3. Use direct pipeline creation instead of loading model and tokenizer separately:

   **Recommended:**
   ```python
   tokenizer = AutoTokenizer.from_pretrained(model_path)
   pipe = pipeline(
       "text-generation",
       model=model_path,  # Pass the model ID/path directly
       tokenizer=tokenizer,
       torch_dtype=torch.bfloat16,
       device_map="auto"
   )
   ```

4. Use synchronous `InferenceClient` instead of `AsyncInferenceClient` for API calls:

   **Recommended:**
   ```python
   from huggingface_hub import InferenceClient
   client = InferenceClient(model_id)
   response = client.text_generation(text)  # Synchronous call
   ```

5. Implement appropriate error handling to gracefully recover from GPU task aborts:

   ```python
   try:
       result = pipeline(text)
       return result
   except Exception as e:
       logger.error(f"Error: {str(e)}")
       return f"Error: {str(e)}"  # Return error message instead of raising
   ```

## Other Common Issues

### Multiple Models Loading Timeout

When preloading multiple large models, the application might timeout or crash due to memory constraints.

**Solution:**
- Use `torch.bfloat16` or `torch.float16` precision to reduce memory usage
- Add `trust_remote_code=True` parameter when loading models
- Use `do_sample=False` to make text generation more deterministic
- Keep token generation limits reasonable (max_new_tokens=40 or less)
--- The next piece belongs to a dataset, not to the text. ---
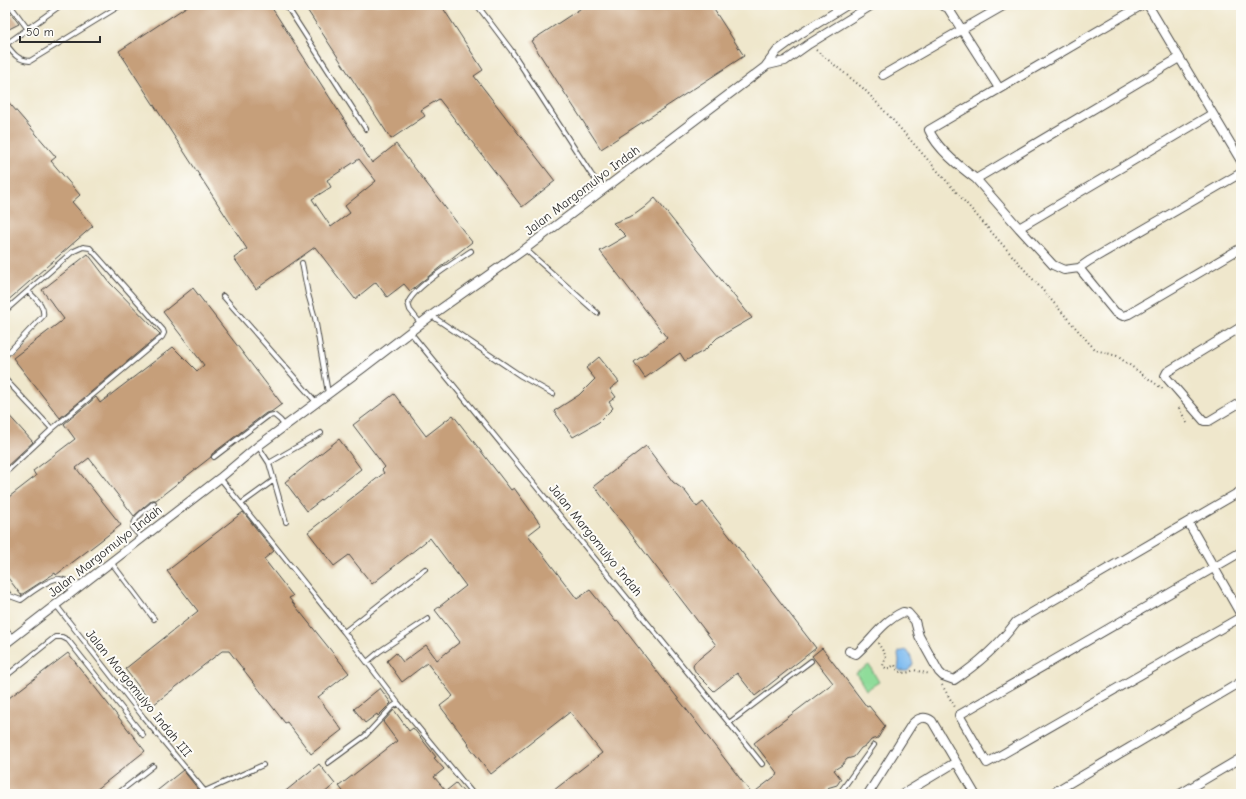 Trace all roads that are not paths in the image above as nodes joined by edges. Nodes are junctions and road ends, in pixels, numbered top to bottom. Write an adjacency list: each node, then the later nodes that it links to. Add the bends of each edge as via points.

### API vs Local Model Performance

When mixing API and local models, you might encounter inconsistent behavior.

**Solution:**
- Keep separate functions for API and local model execution
- Handle errors distinctly for each type
- Use non-async code for simpler execution flow

## Reporting Issues

If you encounter issues not covered in this guide, please report them by creating an issue in the repository with:
- A detailed description of the problem
- Relevant error messages
- Steps to reproduce the issue
- Your environment information (OS, Python version, GPU, etc.)